_REQUIRED ACTION_. Copy every line of the data exactly, keeping out any picture.

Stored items
BEGIN

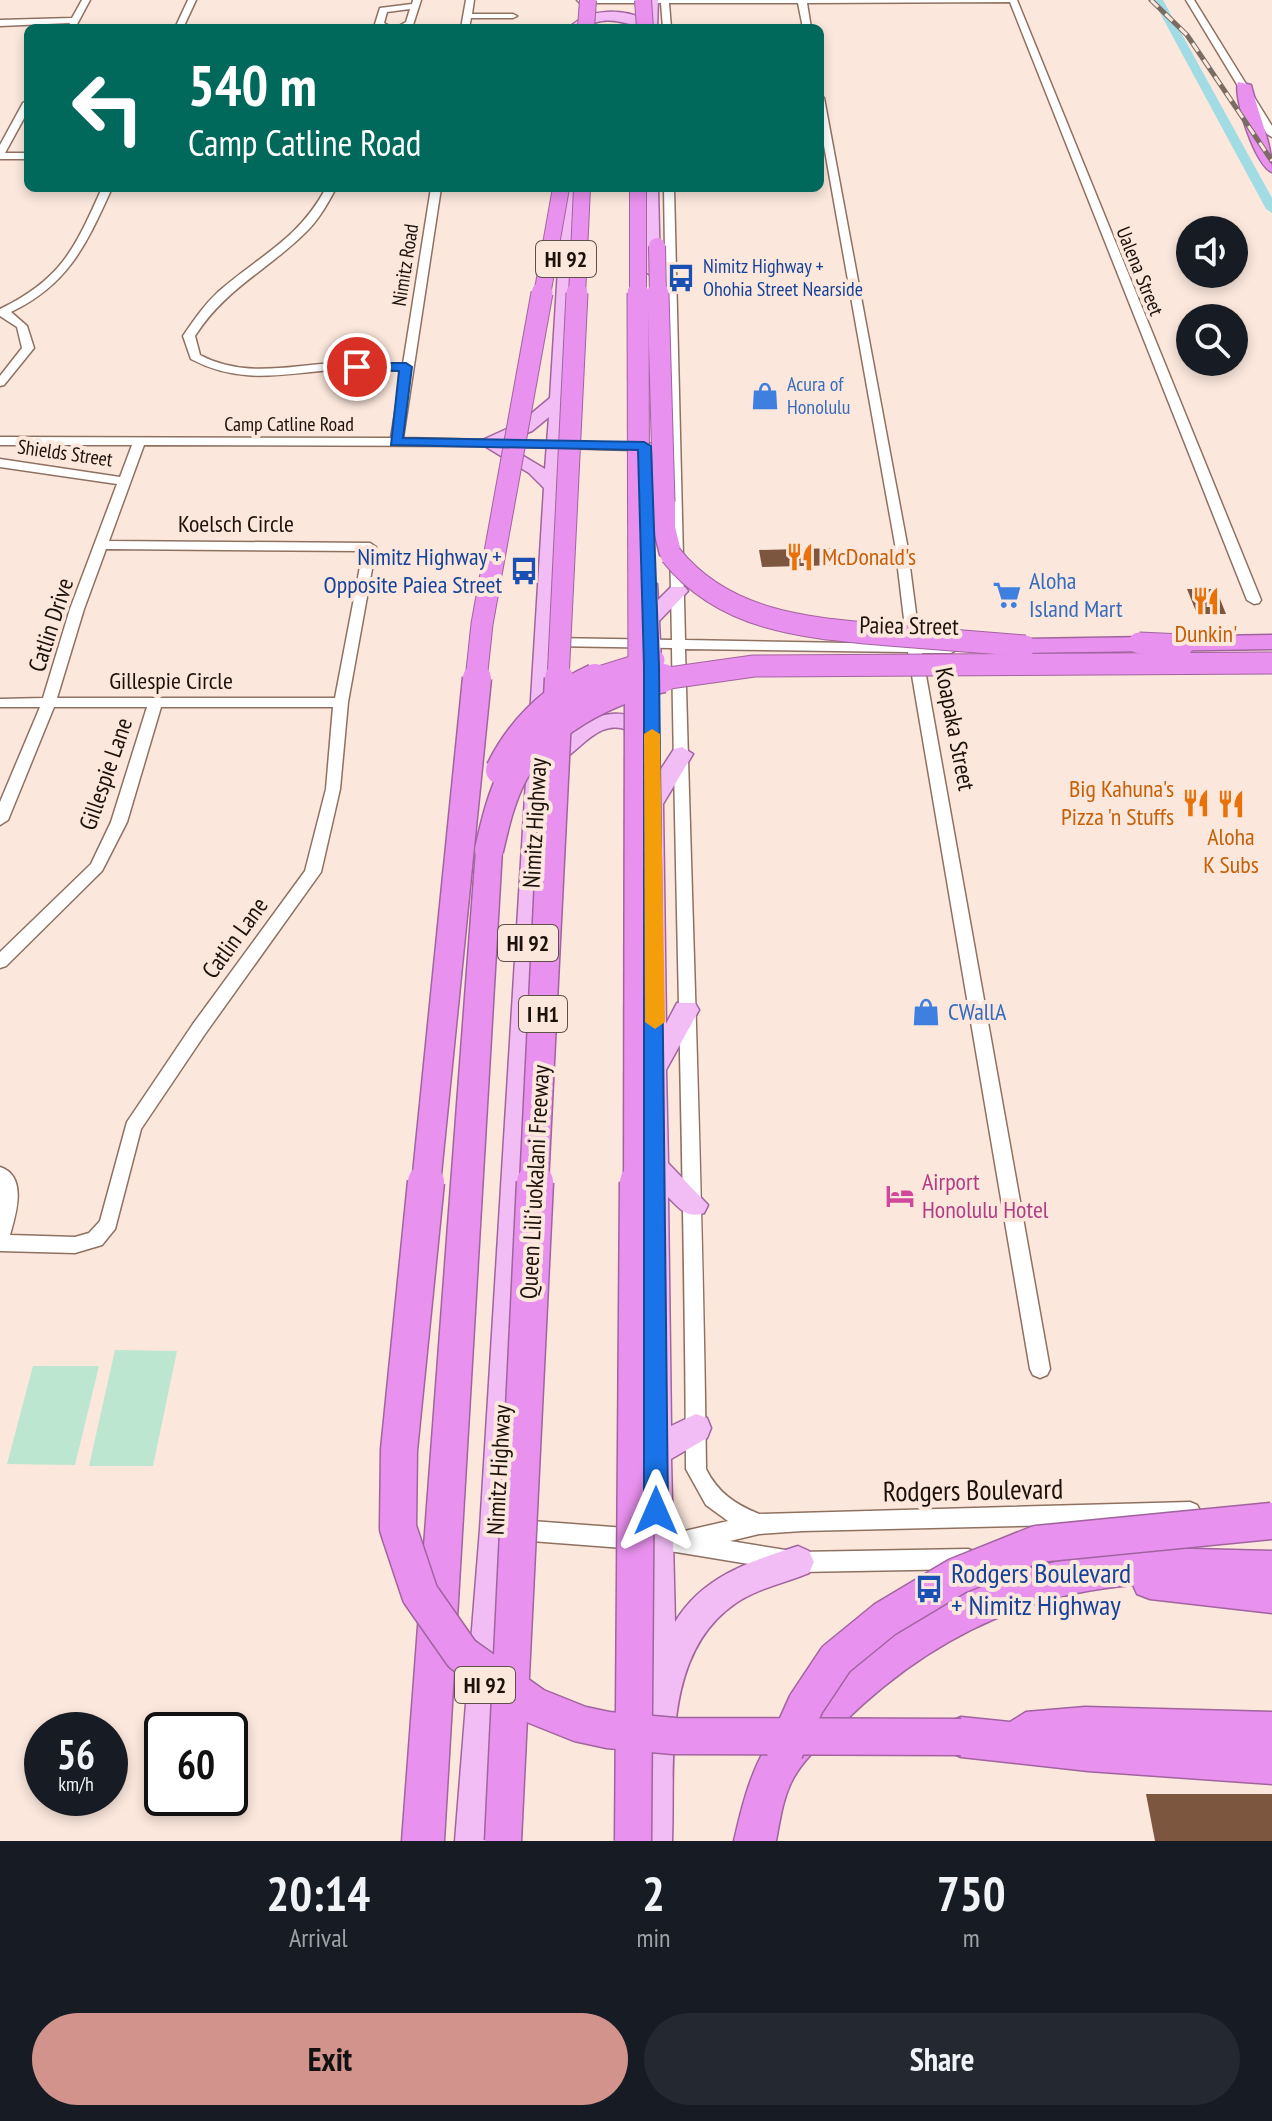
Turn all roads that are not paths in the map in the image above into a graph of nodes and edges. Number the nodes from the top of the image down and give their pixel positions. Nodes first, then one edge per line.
1 (86, 0) edge
2 (192, 0) edge
3 (470, 0) edge
4 (580, 0) edge
5 (588, 0) edge
6 (641, 0) edge
7 (652, 0) edge
8 (665, 0) edge
9 (802, 0) edge
10 (1012, 0) edge
11 (1190, 0) edge
12 (416, 3) edge
13 (468, 16) junction
14 (513, 16) dead end
15 (0, 23) edge
16 (73, 24) edge
17 (181, 24) edge
18 (379, 24) edge
19 (408, 24) edge
20 (466, 24) edge
21 (581, 24) edge
22 (582, 24) edge
23 (585, 24) edge
24 (639, 24) edge
25 (645, 24) edge
26 (648, 24) edge
27 (649, 24) edge
28 (667, 24) edge
29 (806, 24) edge
30 (1243, 85) junction
31 (24, 110) edge
32 (824, 120) edge
33 (1272, 134) edge
34 (0, 154) edge
35 (24, 156) edge
36 (1272, 167) edge
37 (105, 192) edge
38 (328, 192) edge
39 (435, 192) edge
40 (560, 192) edge
41 (570, 192) edge
42 (582, 192) edge
43 (661, 192) edge
44 (661, 192) edge
45 (645, 201) edge
46 (652, 292) junction
47 (670, 307) junction
48 (2, 312) edge
49 (406, 367) junction
50 (0, 383) edge
51 (560, 398) junction
52 (674, 412) junction
53 (645, 439) junction
54 (0, 441) edge
55 (139, 442) junction
56 (396, 442) junction
57 (487, 442) junction
58 (558, 443) junction
59 (675, 448) junction
60 (0, 463) edge
61 (125, 481) junction
62 (555, 488) junction
63 (101, 545) junction
64 (370, 547) joint
65 (678, 591) junction
66 (1254, 600) dead end
67 (649, 619) junction
68 (1272, 629) edge
69 (545, 642) junction
70 (651, 643) junction
71 (679, 643) junction
72 (1139, 643) junction
73 (1025, 646) junction
74 (1272, 646) edge
75 (914, 649) junction
76 (1272, 663) edge
77 (341, 702) junction
78 (0, 703) edge
79 (49, 703) junction
80 (155, 703) junction
81 (652, 751) junction
82 (682, 754) junction
83 (538, 771) junction
84 (652, 804) junction
85 (0, 820) edge
86 (489, 850) junction
87 (0, 962) edge
88 (686, 1010) junction
89 (655, 1065) junction
90 (656, 1169) junction
91 (0, 1174) edge
92 (694, 1205) junction
93 (0, 1241) edge
94 (1040, 1369) dead end
95 (696, 1428) junction
96 (656, 1451) junction
97 (1272, 1510) edge
98 (1272, 1521) edge
99 (759, 1524) junction
100 (496, 1529) junction
101 (666, 1542) junction
102 (1272, 1555) edge
103 (798, 1562) junction
104 (1272, 1569) edge
105 (1086, 1573) junction
106 (1272, 1594) edge
107 (661, 1689) junction
108 (1272, 1732) edge
109 (961, 1737) junction
110 (783, 1756) junction
111 (1272, 1764) edge
112 (423, 1841) edge
113 (473, 1841) edge
114 (503, 1841) edge
115 (633, 1841) edge
116 (654, 1841) edge
117 (755, 1841) edge

1 - 16 street
2 - 17 street
3 - 13 street
4 - 7 street
4 - 21 main road
5 - 22 highway, bridge
6 - 24 highway, bridge
6 - 26 highway, bridge
7 - 8 street
7 - 27 main road
8 - 9 street
8 - 28 street
9 - 10 street
9 - 29 street
10 - 66 street, Ualena Street
11 - 30 street
12 - 18 street
12 - 19 street
13 - 14 street
13 - 20 street
15 - 16 street
23 - 25 main road
30 - 33 street
30 - 36 highway
31 - 34 street
32 - 75 street, Koapaka Street
34 - 35 street
37 - 48 street
38 - 49 street
39 - 49 street, Nimitz Road
40 - 109 highway, bridge
41 - 51 main road, Nimitz Highway / HI 92
42 - 114 highway, Queen Liliʻuokalani Freeway / I H1, bridge
43 - 47 street
44 - 73 highway, bridge
45 - 46 main road
45 - 115 highway, bridge
46 - 47 main road
46 - 53 main road
47 - 52 street
48 - 50 street
49 - 56 street, Nimitz Road
51 - 57 main road
51 - 58 main road, Nimitz Highway / HI 92
52 - 53 main road
52 - 59 street
53 - 58 street, Camp Catline Road
53 - 59 street, Camp Catline Road
53 - 67 main road
54 - 55 street, Camp Catline Road
55 - 56 street, Camp Catline Road
55 - 61 street, Catlin Drive
56 - 57 street, Camp Catline Road
57 - 58 street, Camp Catline Road
57 - 62 main road
58 - 62 main road, Nimitz Highway / HI 92
59 - 65 street
60 - 61 street, Shields Street
61 - 63 street, Catlin Drive
62 - 69 main road, Nimitz Highway / HI 92
63 - 64 street, Koelsch Circle
63 - 79 street, Catlin Drive
64 - 77 street, Catlin Lane
65 - 67 main road
65 - 71 street
67 - 70 main road
68 - 72 highway, bridge
69 - 70 street, Paiea Street
69 - 83 main road, Nimitz Highway / HI 92
70 - 71 street, Paiea Street
70 - 81 main road
71 - 75 street, Paiea Street
71 - 82 street
72 - 73 highway
72 - 74 highway, bridge
73 - 86 highway, bridge
74 - 75 street, Paiea Street
75 - 94 street, Koapaka Street
76 - 86 highway, bridge
77 - 80 street, Gillespie Circle
77 - 93 street, Catlin Lane
78 - 79 street, Gillespie Circle
79 - 80 street, Gillespie Circle
79 - 85 street, Catlin Drive
80 - 87 street, Gillespie Lane
81 - 83 main road
81 - 84 main road
82 - 84 main road
82 - 88 street
83 - 100 main road, Nimitz Highway / HI 92
84 - 89 main road
86 - 112 highway, bridge
88 - 89 main road
88 - 92 street
89 - 90 main road
90 - 92 main road
90 - 96 main road
91 - 93 street
92 - 95 street
95 - 96 main road
95 - 99 street
96 - 101 main road
97 - 99 street, Rodgers Boulevard
98 - 110 highway, bridge
99 - 101 street, Rodgers Boulevard
100 - 101 street, Rodgers Boulevard
100 - 113 main road, Nimitz Highway / HI 92
101 - 103 street, Rodgers Boulevard
101 - 107 main road
102 - 103 street, Rodgers Boulevard
103 - 107 main road
104 - 105 highway
105 - 106 highway
105 - 110 highway, bridge
107 - 116 main road
108 - 109 highway
109 - 111 highway
110 - 117 highway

END

_ANSWER BOX_.
Turn all roads that are not paths in the map in the image above into a graph of nodes and edges. Number the nodes from the top of the image down and give their pixel positions. Nodes first, then one edge per line.
1 (86, 0) edge
2 (192, 0) edge
3 (470, 0) edge
4 (580, 0) edge
5 (588, 0) edge
6 (641, 0) edge
7 (652, 0) edge
8 (665, 0) edge
9 (802, 0) edge
10 (1012, 0) edge
11 (1190, 0) edge
12 (416, 3) edge
13 (468, 16) junction
14 (513, 16) dead end
15 (0, 23) edge
16 (73, 24) edge
17 (181, 24) edge
18 (379, 24) edge
19 (408, 24) edge
20 (466, 24) edge
21 (581, 24) edge
22 (582, 24) edge
23 (585, 24) edge
24 (639, 24) edge
25 (645, 24) edge
26 (648, 24) edge
27 (649, 24) edge
28 (667, 24) edge
29 (806, 24) edge
30 (1243, 85) junction
31 (24, 110) edge
32 (824, 120) edge
33 (1272, 134) edge
34 (0, 154) edge
35 (24, 156) edge
36 (1272, 167) edge
37 (105, 192) edge
38 (328, 192) edge
39 (435, 192) edge
40 (560, 192) edge
41 (570, 192) edge
42 (582, 192) edge
43 (661, 192) edge
44 (661, 192) edge
45 (645, 201) edge
46 (652, 292) junction
47 (670, 307) junction
48 (2, 312) edge
49 (406, 367) junction
50 (0, 383) edge
51 (560, 398) junction
52 (674, 412) junction
53 (645, 439) junction
54 (0, 441) edge
55 (139, 442) junction
56 (396, 442) junction
57 (487, 442) junction
58 (558, 443) junction
59 (675, 448) junction
60 (0, 463) edge
61 (125, 481) junction
62 (555, 488) junction
63 (101, 545) junction
64 (370, 547) joint
65 (678, 591) junction
66 (1254, 600) dead end
67 (649, 619) junction
68 (1272, 629) edge
69 (545, 642) junction
70 (651, 643) junction
71 (679, 643) junction
72 (1139, 643) junction
73 (1025, 646) junction
74 (1272, 646) edge
75 (914, 649) junction
76 (1272, 663) edge
77 (341, 702) junction
78 (0, 703) edge
79 (49, 703) junction
80 (155, 703) junction
81 (652, 751) junction
82 (682, 754) junction
83 (538, 771) junction
84 (652, 804) junction
85 (0, 820) edge
86 (489, 850) junction
87 (0, 962) edge
88 (686, 1010) junction
89 (655, 1065) junction
90 (656, 1169) junction
91 (0, 1174) edge
92 (694, 1205) junction
93 (0, 1241) edge
94 (1040, 1369) dead end
95 (696, 1428) junction
96 (656, 1451) junction
97 (1272, 1510) edge
98 (1272, 1521) edge
99 (759, 1524) junction
100 (496, 1529) junction
101 (666, 1542) junction
102 (1272, 1555) edge
103 (798, 1562) junction
104 (1272, 1569) edge
105 (1086, 1573) junction
106 (1272, 1594) edge
107 (661, 1689) junction
108 (1272, 1732) edge
109 (961, 1737) junction
110 (783, 1756) junction
111 (1272, 1764) edge
112 (423, 1841) edge
113 (473, 1841) edge
114 (503, 1841) edge
115 (633, 1841) edge
116 (654, 1841) edge
117 (755, 1841) edge

1 - 16 street
2 - 17 street
3 - 13 street
4 - 7 street
4 - 21 main road
5 - 22 highway, bridge
6 - 24 highway, bridge
6 - 26 highway, bridge
7 - 8 street
7 - 27 main road
8 - 9 street
8 - 28 street
9 - 10 street
9 - 29 street
10 - 66 street, Ualena Street
11 - 30 street
12 - 18 street
12 - 19 street
13 - 14 street
13 - 20 street
15 - 16 street
23 - 25 main road
30 - 33 street
30 - 36 highway
31 - 34 street
32 - 75 street, Koapaka Street
34 - 35 street
37 - 48 street
38 - 49 street
39 - 49 street, Nimitz Road
40 - 109 highway, bridge
41 - 51 main road, Nimitz Highway / HI 92
42 - 114 highway, Queen Liliʻuokalani Freeway / I H1, bridge
43 - 47 street
44 - 73 highway, bridge
45 - 46 main road
45 - 115 highway, bridge
46 - 47 main road
46 - 53 main road
47 - 52 street
48 - 50 street
49 - 56 street, Nimitz Road
51 - 57 main road
51 - 58 main road, Nimitz Highway / HI 92
52 - 53 main road
52 - 59 street
53 - 58 street, Camp Catline Road
53 - 59 street, Camp Catline Road
53 - 67 main road
54 - 55 street, Camp Catline Road
55 - 56 street, Camp Catline Road
55 - 61 street, Catlin Drive
56 - 57 street, Camp Catline Road
57 - 58 street, Camp Catline Road
57 - 62 main road
58 - 62 main road, Nimitz Highway / HI 92
59 - 65 street
60 - 61 street, Shields Street
61 - 63 street, Catlin Drive
62 - 69 main road, Nimitz Highway / HI 92
63 - 64 street, Koelsch Circle
63 - 79 street, Catlin Drive
64 - 77 street, Catlin Lane
65 - 67 main road
65 - 71 street
67 - 70 main road
68 - 72 highway, bridge
69 - 70 street, Paiea Street
69 - 83 main road, Nimitz Highway / HI 92
70 - 71 street, Paiea Street
70 - 81 main road
71 - 75 street, Paiea Street
71 - 82 street
72 - 73 highway
72 - 74 highway, bridge
73 - 86 highway, bridge
74 - 75 street, Paiea Street
75 - 94 street, Koapaka Street
76 - 86 highway, bridge
77 - 80 street, Gillespie Circle
77 - 93 street, Catlin Lane
78 - 79 street, Gillespie Circle
79 - 80 street, Gillespie Circle
79 - 85 street, Catlin Drive
80 - 87 street, Gillespie Lane
81 - 83 main road
81 - 84 main road
82 - 84 main road
82 - 88 street
83 - 100 main road, Nimitz Highway / HI 92
84 - 89 main road
86 - 112 highway, bridge
88 - 89 main road
88 - 92 street
89 - 90 main road
90 - 92 main road
90 - 96 main road
91 - 93 street
92 - 95 street
95 - 96 main road
95 - 99 street
96 - 101 main road
97 - 99 street, Rodgers Boulevard
98 - 110 highway, bridge
99 - 101 street, Rodgers Boulevard
100 - 101 street, Rodgers Boulevard
100 - 113 main road, Nimitz Highway / HI 92
101 - 103 street, Rodgers Boulevard
101 - 107 main road
102 - 103 street, Rodgers Boulevard
103 - 107 main road
104 - 105 highway
105 - 106 highway
105 - 110 highway, bridge
107 - 116 main road
108 - 109 highway
109 - 111 highway
110 - 117 highway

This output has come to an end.